-------- DATA FOR ANALYSIS --------
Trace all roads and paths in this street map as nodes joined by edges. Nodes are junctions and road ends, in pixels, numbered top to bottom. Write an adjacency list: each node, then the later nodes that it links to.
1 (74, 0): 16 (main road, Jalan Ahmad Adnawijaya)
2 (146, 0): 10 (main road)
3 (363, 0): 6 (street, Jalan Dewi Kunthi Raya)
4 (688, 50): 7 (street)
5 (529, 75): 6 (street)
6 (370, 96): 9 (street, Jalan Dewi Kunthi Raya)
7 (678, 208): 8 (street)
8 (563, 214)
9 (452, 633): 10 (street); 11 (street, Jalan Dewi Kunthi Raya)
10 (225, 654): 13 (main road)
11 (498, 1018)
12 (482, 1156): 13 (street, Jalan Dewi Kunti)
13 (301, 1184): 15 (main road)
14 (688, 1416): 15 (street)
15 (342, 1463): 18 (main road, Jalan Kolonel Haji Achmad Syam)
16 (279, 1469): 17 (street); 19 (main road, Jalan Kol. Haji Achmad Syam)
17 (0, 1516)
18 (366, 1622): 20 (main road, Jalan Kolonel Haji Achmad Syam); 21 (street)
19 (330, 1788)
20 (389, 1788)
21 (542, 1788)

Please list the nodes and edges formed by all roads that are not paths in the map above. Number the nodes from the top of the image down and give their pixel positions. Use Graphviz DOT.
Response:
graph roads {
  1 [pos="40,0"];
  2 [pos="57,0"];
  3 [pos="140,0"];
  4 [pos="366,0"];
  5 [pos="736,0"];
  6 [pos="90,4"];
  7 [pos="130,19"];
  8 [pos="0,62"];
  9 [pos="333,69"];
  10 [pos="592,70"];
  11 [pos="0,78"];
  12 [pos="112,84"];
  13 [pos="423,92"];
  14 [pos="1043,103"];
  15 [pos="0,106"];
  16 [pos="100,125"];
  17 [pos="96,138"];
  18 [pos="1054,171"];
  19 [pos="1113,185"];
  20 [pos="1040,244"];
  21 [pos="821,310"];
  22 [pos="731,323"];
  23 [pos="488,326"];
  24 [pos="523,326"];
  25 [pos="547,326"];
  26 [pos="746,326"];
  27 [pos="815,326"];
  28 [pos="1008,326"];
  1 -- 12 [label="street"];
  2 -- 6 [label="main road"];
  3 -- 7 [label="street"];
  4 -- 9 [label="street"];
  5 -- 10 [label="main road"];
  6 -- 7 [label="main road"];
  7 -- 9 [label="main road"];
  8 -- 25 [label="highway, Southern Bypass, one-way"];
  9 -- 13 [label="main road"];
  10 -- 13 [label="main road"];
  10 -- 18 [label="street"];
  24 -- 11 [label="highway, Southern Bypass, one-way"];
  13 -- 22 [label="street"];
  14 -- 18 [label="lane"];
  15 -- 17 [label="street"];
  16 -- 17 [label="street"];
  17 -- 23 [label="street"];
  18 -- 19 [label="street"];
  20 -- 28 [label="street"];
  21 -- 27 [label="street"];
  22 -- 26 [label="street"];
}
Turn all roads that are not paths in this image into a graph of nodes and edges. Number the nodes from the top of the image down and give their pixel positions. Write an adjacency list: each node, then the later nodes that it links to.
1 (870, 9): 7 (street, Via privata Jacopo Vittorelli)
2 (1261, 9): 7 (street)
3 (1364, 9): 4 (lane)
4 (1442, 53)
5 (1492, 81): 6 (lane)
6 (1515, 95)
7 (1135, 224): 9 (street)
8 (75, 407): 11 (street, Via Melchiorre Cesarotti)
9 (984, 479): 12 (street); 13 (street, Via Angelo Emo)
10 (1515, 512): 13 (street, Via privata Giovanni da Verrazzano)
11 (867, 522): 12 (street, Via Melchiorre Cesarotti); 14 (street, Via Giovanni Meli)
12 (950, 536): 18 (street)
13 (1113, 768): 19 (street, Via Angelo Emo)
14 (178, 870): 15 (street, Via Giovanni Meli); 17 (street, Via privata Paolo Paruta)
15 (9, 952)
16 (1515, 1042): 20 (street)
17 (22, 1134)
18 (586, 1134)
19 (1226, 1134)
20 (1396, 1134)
--------
#### [TASK OBJECTIVE]
Could you reproduce every record exactly as shown above?

#### [RESPONSE TO THIS EXERCISE]
Trace all roads and paths in this street map as nodes joined by edges. Nodes are junctions and road ends, in pixels, numbered top to bottom. Write an adjacency list: each node, then the later nodes that it links to.
1 (74, 0): 16 (main road, Jalan Ahmad Adnawijaya)
2 (146, 0): 10 (main road)
3 (363, 0): 6 (street, Jalan Dewi Kunthi Raya)
4 (688, 50): 7 (street)
5 (529, 75): 6 (street)
6 (370, 96): 9 (street, Jalan Dewi Kunthi Raya)
7 (678, 208): 8 (street)
8 (563, 214)
9 (452, 633): 10 (street); 11 (street, Jalan Dewi Kunthi Raya)
10 (225, 654): 13 (main road)
11 (498, 1018)
12 (482, 1156): 13 (street, Jalan Dewi Kunti)
13 (301, 1184): 15 (main road)
14 (688, 1416): 15 (street)
15 (342, 1463): 18 (main road, Jalan Kolonel Haji Achmad Syam)
16 (279, 1469): 17 (street); 19 (main road, Jalan Kol. Haji Achmad Syam)
17 (0, 1516)
18 (366, 1622): 20 (main road, Jalan Kolonel Haji Achmad Syam); 21 (street)
19 (330, 1788)
20 (389, 1788)
21 (542, 1788)

Please list the nodes and edges formed by all roads that are not paths in the map above. Number the nodes from the top of the image down and give their pixel positions. Use Graphviz DOT.
Response:
graph roads {
  1 [pos="40,0"];
  2 [pos="57,0"];
  3 [pos="140,0"];
  4 [pos="366,0"];
  5 [pos="736,0"];
  6 [pos="90,4"];
  7 [pos="130,19"];
  8 [pos="0,62"];
  9 [pos="333,69"];
  10 [pos="592,70"];
  11 [pos="0,78"];
  12 [pos="112,84"];
  13 [pos="423,92"];
  14 [pos="1043,103"];
  15 [pos="0,106"];
  16 [pos="100,125"];
  17 [pos="96,138"];
  18 [pos="1054,171"];
  19 [pos="1113,185"];
  20 [pos="1040,244"];
  21 [pos="821,310"];
  22 [pos="731,323"];
  23 [pos="488,326"];
  24 [pos="523,326"];
  25 [pos="547,326"];
  26 [pos="746,326"];
  27 [pos="815,326"];
  28 [pos="1008,326"];
  1 -- 12 [label="street"];
  2 -- 6 [label="main road"];
  3 -- 7 [label="street"];
  4 -- 9 [label="street"];
  5 -- 10 [label="main road"];
  6 -- 7 [label="main road"];
  7 -- 9 [label="main road"];
  8 -- 25 [label="highway, Southern Bypass, one-way"];
  9 -- 13 [label="main road"];
  10 -- 13 [label="main road"];
  10 -- 18 [label="street"];
  24 -- 11 [label="highway, Southern Bypass, one-way"];
  13 -- 22 [label="street"];
  14 -- 18 [label="lane"];
  15 -- 17 [label="street"];
  16 -- 17 [label="street"];
  17 -- 23 [label="street"];
  18 -- 19 [label="street"];
  20 -- 28 [label="street"];
  21 -- 27 [label="street"];
  22 -- 26 [label="street"];
}
Turn all roads that are not paths in this image into a graph of nodes and edges. Number the nodes from the top of the image down and give their pixel positions. Write an adjacency list: each node, then the later nodes that it links to.
1 (870, 9): 7 (street, Via privata Jacopo Vittorelli)
2 (1261, 9): 7 (street)
3 (1364, 9): 4 (lane)
4 (1442, 53)
5 (1492, 81): 6 (lane)
6 (1515, 95)
7 (1135, 224): 9 (street)
8 (75, 407): 11 (street, Via Melchiorre Cesarotti)
9 (984, 479): 12 (street); 13 (street, Via Angelo Emo)
10 (1515, 512): 13 (street, Via privata Giovanni da Verrazzano)
11 (867, 522): 12 (street, Via Melchiorre Cesarotti); 14 (street, Via Giovanni Meli)
12 (950, 536): 18 (street)
13 (1113, 768): 19 (street, Via Angelo Emo)
14 (178, 870): 15 (street, Via Giovanni Meli); 17 (street, Via privata Paolo Paruta)
15 (9, 952)
16 (1515, 1042): 20 (street)
17 (22, 1134)
18 (586, 1134)
19 (1226, 1134)
20 (1396, 1134)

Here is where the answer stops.